Back Pain and Computer Usage

If you’ve ever spent a long time in front of a computer, you know the hypnotized feeling that you have when you finally get up to walk around. Sitting puts stress on the body and if you sit for a long time without taking a break, this strain can take an effect on the back and neck. About 80% of the population will experience back pain at some time in their lives.

When thinking about the pain that you feel when sitting for a long period, it is good to understand the torso and its interrelated parts. The spinal column is made up of the vertebrae, the nerves (spinal cord and nerve roots) and the soft tissues surrounding these parts including disks, muscles, ligaments, and fluid. When stressed staring at a computer, arms, legs, head, neck, back and chest can experience tingling, pain, aching, burning, muscles spasm, or other discomfort that is originating in the back. These symptoms are all likely indicators of budding back or neck problems.

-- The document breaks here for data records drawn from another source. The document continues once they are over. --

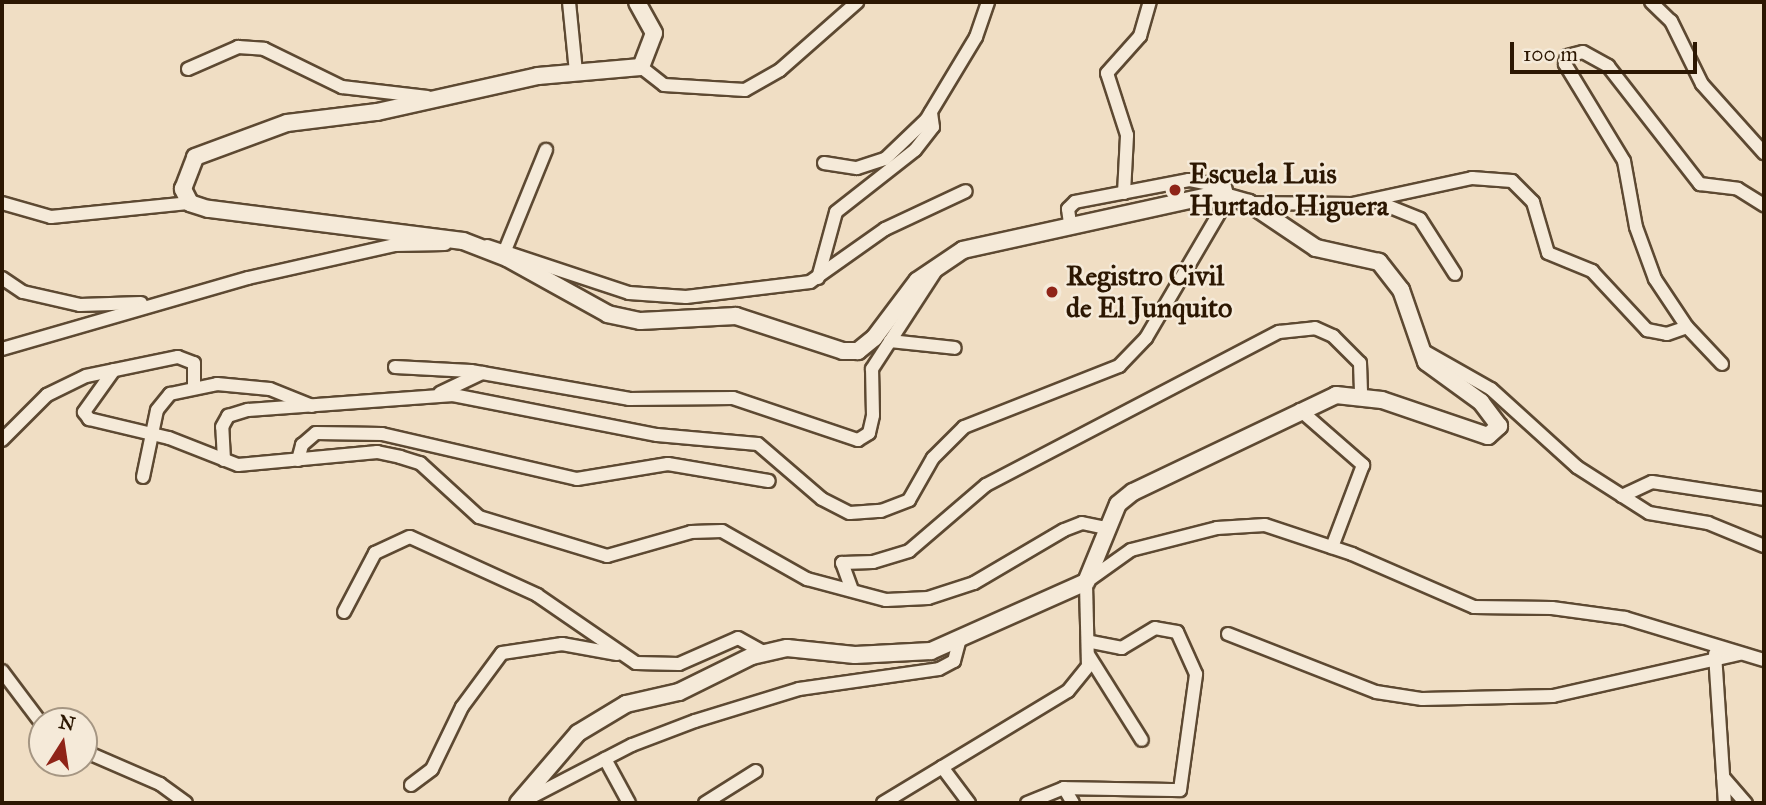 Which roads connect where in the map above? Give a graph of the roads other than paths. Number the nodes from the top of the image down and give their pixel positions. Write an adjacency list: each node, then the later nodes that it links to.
1 (569, 2): 9 (street)
2 (637, 2): 7 (street)
3 (856, 2): 7 (street)
4 (988, 2): 11 (street)
5 (1150, 2): 16 (street)
6 (1651, 2): 12 (street)
7 (641, 67): 9 (street)
8 (188, 69): 10 (street)
9 (576, 72): 10 (street)
10 (431, 97): 19 (street)
11 (931, 112): 14 (street); 29 (street)
12 (1761, 146)
13 (546, 150): 25 (street)
14 (824, 163)
15 (966, 191): 29 (street)
16 (1124, 192): 17 (street); 23 (street)
17 (1228, 198): 21 (street); 23 (street); 42 (street)
18 (1375, 201): 21 (street); 27 (street); 31 (street)
19 (190, 202): 20 (street); 24 (street)
20 (2, 203)
21 (1249, 203): 35 (street)
22 (1764, 205): 31 (street)
23 (1070, 222): 26 (street)
24 (471, 244): 25 (street); 26 (street); 30 (street)
25 (506, 248): 29 (street)
26 (941, 263): 32 (street)
27 (1455, 274)
28 (2, 278): 30 (street)
29 (818, 278)
30 (155, 302): 34 (street)
31 (1687, 327): 36 (street)
32 (890, 341): 33 (street); 39 (street)
33 (954, 348)
34 (2, 349)
35 (1422, 350): 41 (street); 51 (street)
36 (1722, 364)
37 (395, 367): 39 (street)
38 (114, 370): 40 (street); 45 (street); 46 (street)
39 (482, 373): 42 (street)
40 (194, 387): 43 (street); 45 (street)
41 (1361, 394): 44 (street); 57 (street)
42 (433, 396): 43 (street)
43 (312, 407): 47 (street)
44 (1300, 410): 53 (street); 55 (street)
45 (152, 434): 47 (street); 49 (street)
46 (2, 440)
47 (224, 460): 48 (street)
48 (298, 460): 50 (street); 57 (street)
49 (143, 477)
50 (769, 481)
51 (1622, 496): 52 (street); 54 (street)
52 (1764, 499)
53 (1106, 528): 56 (street); 57 (street)
54 (1764, 546)
55 (1332, 547): 56 (street); 61 (street)
56 (1086, 582): 60 (street); 62 (street)
57 (852, 590)
58 (344, 612): 65 (street)
59 (1228, 634): 67 (street)
60 (960, 639): 63 (street); 72 (street)
61 (1714, 647): 64 (street); 67 (street)
62 (1090, 649): 70 (street); 73 (street); 77 (street)
63 (765, 653): 65 (street); 79 (street)
64 (1740, 653): 66 (street); 67 (street)
65 (617, 654): 76 (street)
66 (1764, 660)
67 (1715, 662): 75 (street)
68 (2, 671): 69 (street)
69 (29, 707)
70 (1142, 740)
71 (98, 757): 78 (street)
72 (605, 759): 79 (street); 80 (street)
73 (942, 767): 82 (street); 83 (street)
74 (756, 771): 81 (street)
75 (1723, 776): 86 (street); 87 (street)
76 (411, 785)
77 (1065, 788): 84 (street); 85 (street)
78 (186, 803)
79 (519, 803)
80 (629, 803)
81 (705, 803)
82 (883, 803)
83 (969, 803)
84 (1027, 803)
85 (1073, 803)
86 (1725, 803)
87 (1746, 803)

Most cases of back pain from computer usage are not caused by a serious condition, but from the combination of a work space being set up incorrectly and sitting in an improper position for too long. Here are some of the things people do while they are “hypnotized” by their computer: sitting for too long without stretching, sitting in a chair or position that causes bad posture, looking too far up or down to see the monitor, or having the keyboard at a harsh angle. Aches start occurring in the back and neck and even if you get up and walk around, the minute you sit down again, the problems are right back again.

Here are some prevention measures you can take so that this back pain from computer usage never occurs (or is at least reduced in severity).

  • First – Set up your work area so that it is ergonomically correct. You shouldn’t have to reach, twist or bend – especially for items that you use often.
  • Second – Be aware of what your body is doing while you sit. Don’t slump or slouch; sit up so that your vertebrae can be aligned with their proper curvature. Relax your shoulders; don’t hike them up around your ears. Try to have right angles at the ankles, knees, hips and elbows. Your elbows should be close to your side. The natural way that your wrists line up with your forearms should be the way that you type and mouse – no angles at the wrists.
  • Third – Stretch occasionally. (Give everything some attention – your jaw, neck, shoulders, arms, wrists, lower back, hips, legs, ankles and toes.) Look around occasionally and close your eyelids to give your eyes a rest. Stand up and walk around. A quick two-minute walk down the hall can clear your head too!

We all have work or studying to get done, but taking these breaks will make you more productive in the long run and maybe even keep you out of the physical therapist’s office.